Job Openings Remote Referral / Authorization Coordinator

About the job Remote Referral / Authorization Coordinator

Overview

Join our dynamic healthcare team at Health Services of North Texas as a Remote Referral / Authorization Coordinator, where your expertise helps streamline patient care and reduce delays in treatment. In this vital role, you will manage referral and authorization workflows from start to finish, ensuring providers, insurance companies, and patients stay informed and aligned. You will use your knowledge of managed care, medical coding, and medical records to secure timely approvals so patients can access the services they need. If you are detail‑oriented, passionate about healthcare access, and ready to make a direct impact from the comfort of your home, this role is an excellent opportunity to grow your career.

Key Responsibilities


Review, enter, and process incoming referral requests and prior authorization submissions quickly and accurately according to payer requirements.
Verify insurance coverage and benefits using online portals and phone verification to confirm eligibility, in‑network providers, and authorization requirements.
Collaborate with providers and clinic staff to obtain necessary clinical notes, orders, and supporting documentation needed for approvals.
Utilize medical terminology, CPT codes, and ICD‑9/ICD‑10 coding to support accurate and complete referral and authorization requests.
Maintain strict compliance with HIPAA and organizational privacy policies when handling patient information throughout the referral process.
Track, monitor, and document all referral and authorization activities in the electronic health record (EHR) and other tracking tools to ensure audit readiness.
Follow up with insurance carriers to check status, appeal denials when appropriate, and clarify any missing or incorrect information.
Communicate clearly with providers, clinic staff, and patients about referral status, required steps, and any issues affecting scheduling or approval.
Work closely with billing and front‑office teams to reduce denied claims by ensuring accurate authorization information is documented prior to services.

Skills and Qualifications


Strong knowledge of managed care policies, insurance verification processes, and general medical office procedures.
Experience in a medical office, clinic, hospital, or dental office handling referrals, authorizations, medical records, or billing is highly preferred.
Proficiency with CPT and ICD‑9/ICD‑10 coding concepts and the ability to interpret clinical information for authorization requirements.
Familiarity with HIPAA regulations and commitment to maintaining confidentiality and privacy of patient information at all times.
Ability to navigate electronic health record (EHR) systems efficiently, with accurate and thorough documentation of all activities.
Solid understanding of medical terminology across primary care and specialty services; dental office experience is a plus.
Exceptional written and verbal communication skills to liaise effectively with providers, insurance companies, and patients.
High level of attention to detail, strong organizational skills, and the ability to manage multiple referrals and insurance requests simultaneously.
Comfortable working independently in a remote environment, meeting productivity and turnaround time expectations.

Why This Role Stands Out


Fully remote position supporting a mission‑driven nonprofit that improves access to care across North Texas.
Direct impact on patient experience by helping reduce delays and ensuring services are approved before appointments.
Opportunity to deepen your knowledge of insurance, authorizations, and medical coding while working with a supportive team.

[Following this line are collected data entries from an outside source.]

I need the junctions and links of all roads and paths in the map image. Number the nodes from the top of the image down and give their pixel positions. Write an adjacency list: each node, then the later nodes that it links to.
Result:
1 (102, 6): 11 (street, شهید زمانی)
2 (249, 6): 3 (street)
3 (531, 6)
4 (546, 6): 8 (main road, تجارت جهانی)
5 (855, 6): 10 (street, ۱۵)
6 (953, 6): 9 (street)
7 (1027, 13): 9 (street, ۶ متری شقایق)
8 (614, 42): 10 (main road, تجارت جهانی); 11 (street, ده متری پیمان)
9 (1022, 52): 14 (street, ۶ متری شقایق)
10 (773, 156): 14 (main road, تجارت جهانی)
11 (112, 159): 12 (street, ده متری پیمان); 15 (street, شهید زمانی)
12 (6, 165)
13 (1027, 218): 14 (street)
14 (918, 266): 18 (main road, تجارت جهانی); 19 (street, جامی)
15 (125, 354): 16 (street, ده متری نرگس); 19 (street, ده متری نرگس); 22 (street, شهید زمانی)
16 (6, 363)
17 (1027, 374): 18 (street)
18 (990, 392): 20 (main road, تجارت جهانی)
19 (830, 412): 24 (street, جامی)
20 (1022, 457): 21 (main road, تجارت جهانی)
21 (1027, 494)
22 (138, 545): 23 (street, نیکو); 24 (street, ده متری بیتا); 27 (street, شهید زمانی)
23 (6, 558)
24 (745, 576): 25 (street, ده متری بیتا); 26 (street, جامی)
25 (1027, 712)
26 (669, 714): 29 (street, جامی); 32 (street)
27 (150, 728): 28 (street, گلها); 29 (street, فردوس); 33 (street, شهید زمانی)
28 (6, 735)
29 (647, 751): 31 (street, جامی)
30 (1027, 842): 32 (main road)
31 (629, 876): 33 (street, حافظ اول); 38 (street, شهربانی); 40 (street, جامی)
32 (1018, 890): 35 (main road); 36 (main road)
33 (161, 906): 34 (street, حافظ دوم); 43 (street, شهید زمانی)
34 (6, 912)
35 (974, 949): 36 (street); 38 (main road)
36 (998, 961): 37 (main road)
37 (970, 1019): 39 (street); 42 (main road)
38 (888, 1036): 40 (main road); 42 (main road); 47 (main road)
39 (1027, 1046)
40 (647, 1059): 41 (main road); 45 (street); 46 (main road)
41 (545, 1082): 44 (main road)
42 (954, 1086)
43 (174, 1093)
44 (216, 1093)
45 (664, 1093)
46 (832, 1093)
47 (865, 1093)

This role is perfect for motivated professionals eager to make a difference in healthcare delivery while working remotely in a fast‑paced, patient‑focused environment. If you love problem‑solving, coordination, and ensuring patients get the care they need, we encourage you to apply.


Package Details

Package Details

• Competitive hourly pay based on experience, with regular performance reviews and opportunities for pay increases.

• Fully remote position with stable, full‑time hours and a predictable schedule.

• Comprehensive training on our systems, referral workflows, and insurance requirements, with ongoing support from experienced team members.

• Opportunity to grow into senior referral, authorization, or revenue cycle roles as you develop your skills and performance.

• Paid time off, paid holidays, and access to company benefits in line with organizational policies (full details provided during the hiring process).

• Supportive, collaborative work environment that values accuracy, communication, and respect for every patient.

• Chance to make a real impact by helping patients receive timely approvals and access the care they need while working from home.